=== Information given ===

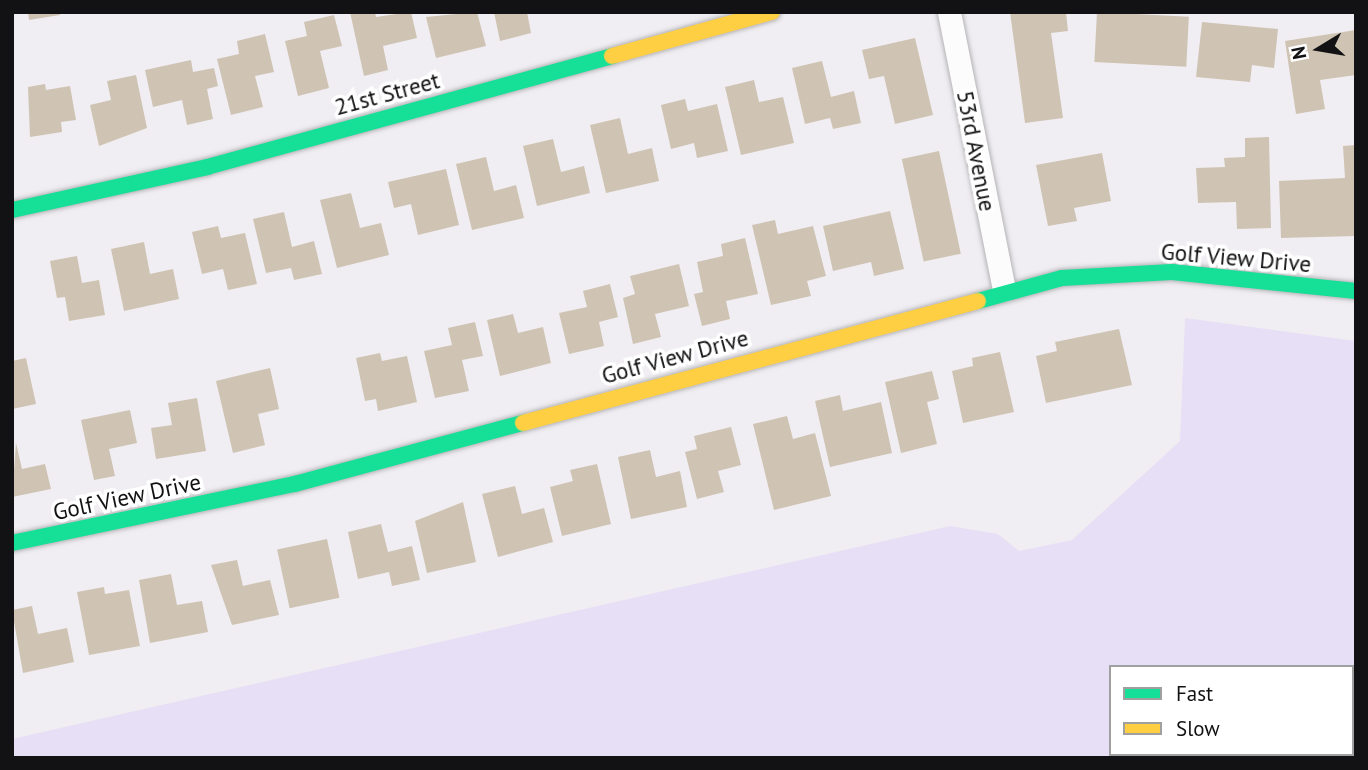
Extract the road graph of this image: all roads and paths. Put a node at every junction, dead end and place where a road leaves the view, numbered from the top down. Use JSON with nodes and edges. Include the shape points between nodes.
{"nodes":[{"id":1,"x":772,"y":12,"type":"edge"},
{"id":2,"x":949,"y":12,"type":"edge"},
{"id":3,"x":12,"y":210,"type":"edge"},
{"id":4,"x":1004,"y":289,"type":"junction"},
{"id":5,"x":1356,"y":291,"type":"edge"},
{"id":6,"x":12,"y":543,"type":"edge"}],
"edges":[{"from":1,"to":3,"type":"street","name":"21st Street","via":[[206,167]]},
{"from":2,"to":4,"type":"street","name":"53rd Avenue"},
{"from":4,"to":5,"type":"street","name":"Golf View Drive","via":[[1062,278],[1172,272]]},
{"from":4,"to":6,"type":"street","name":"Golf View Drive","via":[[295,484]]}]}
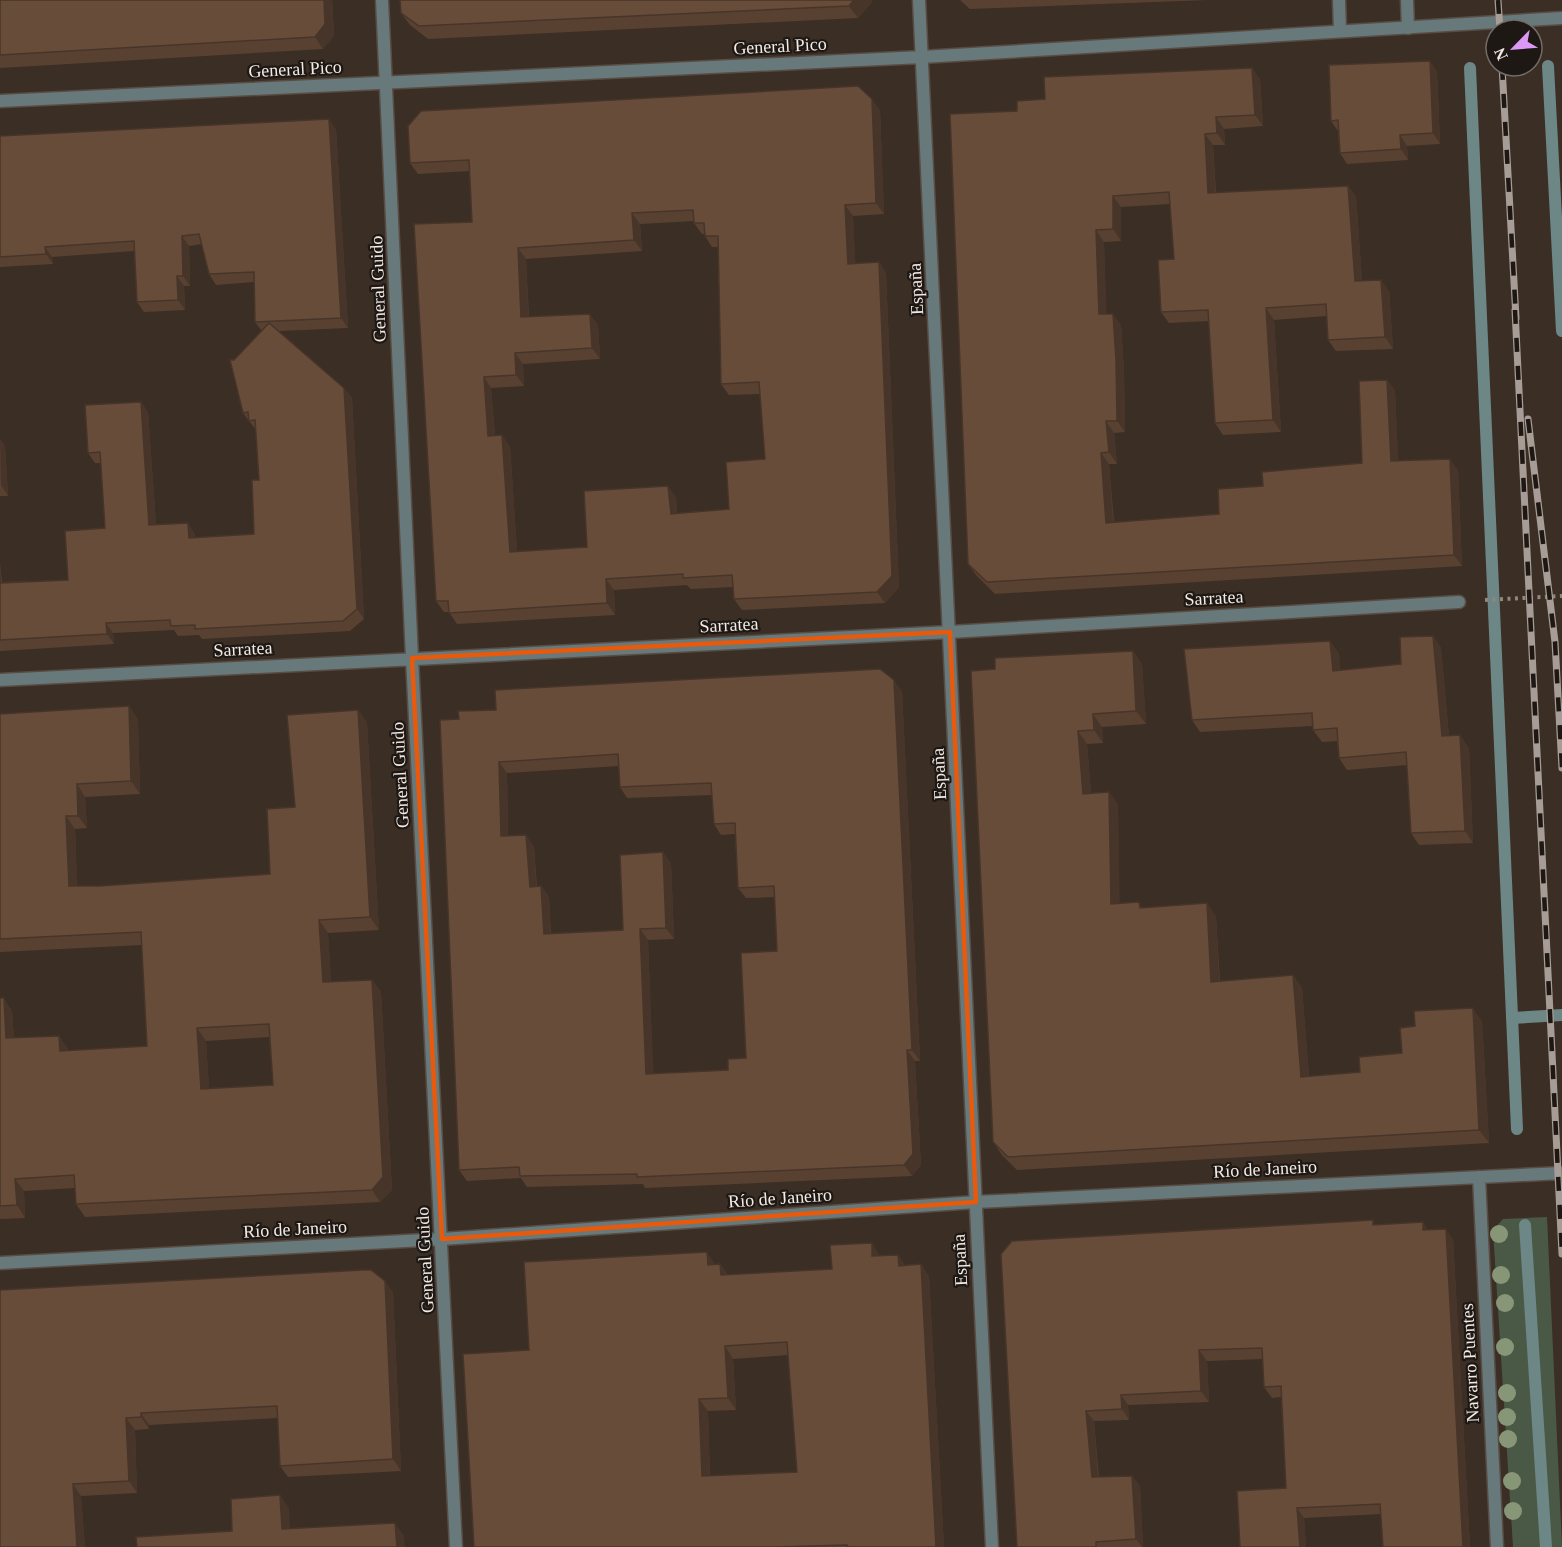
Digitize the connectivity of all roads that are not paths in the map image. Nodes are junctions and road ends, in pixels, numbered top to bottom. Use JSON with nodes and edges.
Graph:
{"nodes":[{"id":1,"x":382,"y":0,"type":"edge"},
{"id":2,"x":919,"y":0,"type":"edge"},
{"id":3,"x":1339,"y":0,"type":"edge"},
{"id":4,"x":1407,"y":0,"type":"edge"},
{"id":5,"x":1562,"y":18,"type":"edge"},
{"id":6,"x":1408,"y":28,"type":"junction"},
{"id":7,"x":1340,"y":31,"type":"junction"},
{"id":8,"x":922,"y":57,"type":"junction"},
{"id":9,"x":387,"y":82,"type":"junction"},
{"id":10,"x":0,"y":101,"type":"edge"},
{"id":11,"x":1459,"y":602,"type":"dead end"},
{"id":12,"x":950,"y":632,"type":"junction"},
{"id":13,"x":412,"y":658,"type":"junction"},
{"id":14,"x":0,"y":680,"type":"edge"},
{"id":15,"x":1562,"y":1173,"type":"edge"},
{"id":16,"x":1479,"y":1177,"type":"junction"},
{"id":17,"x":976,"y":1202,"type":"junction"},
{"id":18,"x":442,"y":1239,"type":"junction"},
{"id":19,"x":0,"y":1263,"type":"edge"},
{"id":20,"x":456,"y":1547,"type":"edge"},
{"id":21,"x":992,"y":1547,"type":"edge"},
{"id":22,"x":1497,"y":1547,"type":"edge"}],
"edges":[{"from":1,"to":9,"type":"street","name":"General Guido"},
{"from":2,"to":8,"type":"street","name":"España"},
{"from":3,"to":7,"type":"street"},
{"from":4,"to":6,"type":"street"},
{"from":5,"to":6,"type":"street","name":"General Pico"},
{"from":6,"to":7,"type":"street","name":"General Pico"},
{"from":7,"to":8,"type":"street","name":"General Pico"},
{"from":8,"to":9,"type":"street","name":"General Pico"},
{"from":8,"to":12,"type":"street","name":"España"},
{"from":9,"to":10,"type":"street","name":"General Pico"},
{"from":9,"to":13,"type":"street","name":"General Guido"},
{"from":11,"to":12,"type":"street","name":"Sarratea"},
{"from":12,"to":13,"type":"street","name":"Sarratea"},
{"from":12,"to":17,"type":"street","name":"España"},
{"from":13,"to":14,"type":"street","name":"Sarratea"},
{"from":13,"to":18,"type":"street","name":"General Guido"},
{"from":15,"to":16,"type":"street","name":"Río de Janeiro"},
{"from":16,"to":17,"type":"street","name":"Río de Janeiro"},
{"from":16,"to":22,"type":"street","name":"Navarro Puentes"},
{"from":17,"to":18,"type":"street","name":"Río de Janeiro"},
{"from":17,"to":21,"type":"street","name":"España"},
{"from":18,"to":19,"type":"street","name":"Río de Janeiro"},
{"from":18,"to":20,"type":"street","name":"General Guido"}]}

===

▶ _Directions_
Word-for-word transcription: the whole listing, with images excluded.

▶ _Solution to the problem_
Extract the road graph of this image: all roads and paths. Put a node at every junction, dead end and place where a road leaves the view, numbered from the top down. Use JSON with nodes and edges. Include the shape points between nodes.
{"nodes":[{"id":1,"x":772,"y":12,"type":"edge"},
{"id":2,"x":949,"y":12,"type":"edge"},
{"id":3,"x":12,"y":210,"type":"edge"},
{"id":4,"x":1004,"y":289,"type":"junction"},
{"id":5,"x":1356,"y":291,"type":"edge"},
{"id":6,"x":12,"y":543,"type":"edge"}],
"edges":[{"from":1,"to":3,"type":"street","name":"21st Street","via":[[206,167]]},
{"from":2,"to":4,"type":"street","name":"53rd Avenue"},
{"from":4,"to":5,"type":"street","name":"Golf View Drive","via":[[1062,278],[1172,272]]},
{"from":4,"to":6,"type":"street","name":"Golf View Drive","via":[[295,484]]}]}
Digitize the connectivity of all roads that are not paths in the map image. Nodes are junctions and road ends, in pixels, numbered top to bottom. Use JSON with nodes and edges.
Graph:
{"nodes":[{"id":1,"x":382,"y":0,"type":"edge"},
{"id":2,"x":919,"y":0,"type":"edge"},
{"id":3,"x":1339,"y":0,"type":"edge"},
{"id":4,"x":1407,"y":0,"type":"edge"},
{"id":5,"x":1562,"y":18,"type":"edge"},
{"id":6,"x":1408,"y":28,"type":"junction"},
{"id":7,"x":1340,"y":31,"type":"junction"},
{"id":8,"x":922,"y":57,"type":"junction"},
{"id":9,"x":387,"y":82,"type":"junction"},
{"id":10,"x":0,"y":101,"type":"edge"},
{"id":11,"x":1459,"y":602,"type":"dead end"},
{"id":12,"x":950,"y":632,"type":"junction"},
{"id":13,"x":412,"y":658,"type":"junction"},
{"id":14,"x":0,"y":680,"type":"edge"},
{"id":15,"x":1562,"y":1173,"type":"edge"},
{"id":16,"x":1479,"y":1177,"type":"junction"},
{"id":17,"x":976,"y":1202,"type":"junction"},
{"id":18,"x":442,"y":1239,"type":"junction"},
{"id":19,"x":0,"y":1263,"type":"edge"},
{"id":20,"x":456,"y":1547,"type":"edge"},
{"id":21,"x":992,"y":1547,"type":"edge"},
{"id":22,"x":1497,"y":1547,"type":"edge"}],
"edges":[{"from":1,"to":9,"type":"street","name":"General Guido"},
{"from":2,"to":8,"type":"street","name":"España"},
{"from":3,"to":7,"type":"street"},
{"from":4,"to":6,"type":"street"},
{"from":5,"to":6,"type":"street","name":"General Pico"},
{"from":6,"to":7,"type":"street","name":"General Pico"},
{"from":7,"to":8,"type":"street","name":"General Pico"},
{"from":8,"to":9,"type":"street","name":"General Pico"},
{"from":8,"to":12,"type":"street","name":"España"},
{"from":9,"to":10,"type":"street","name":"General Pico"},
{"from":9,"to":13,"type":"street","name":"General Guido"},
{"from":11,"to":12,"type":"street","name":"Sarratea"},
{"from":12,"to":13,"type":"street","name":"Sarratea"},
{"from":12,"to":17,"type":"street","name":"España"},
{"from":13,"to":14,"type":"street","name":"Sarratea"},
{"from":13,"to":18,"type":"street","name":"General Guido"},
{"from":15,"to":16,"type":"street","name":"Río de Janeiro"},
{"from":16,"to":17,"type":"street","name":"Río de Janeiro"},
{"from":16,"to":22,"type":"street","name":"Navarro Puentes"},
{"from":17,"to":18,"type":"street","name":"Río de Janeiro"},
{"from":17,"to":21,"type":"street","name":"España"},
{"from":18,"to":19,"type":"street","name":"Río de Janeiro"},
{"from":18,"to":20,"type":"street","name":"General Guido"}]}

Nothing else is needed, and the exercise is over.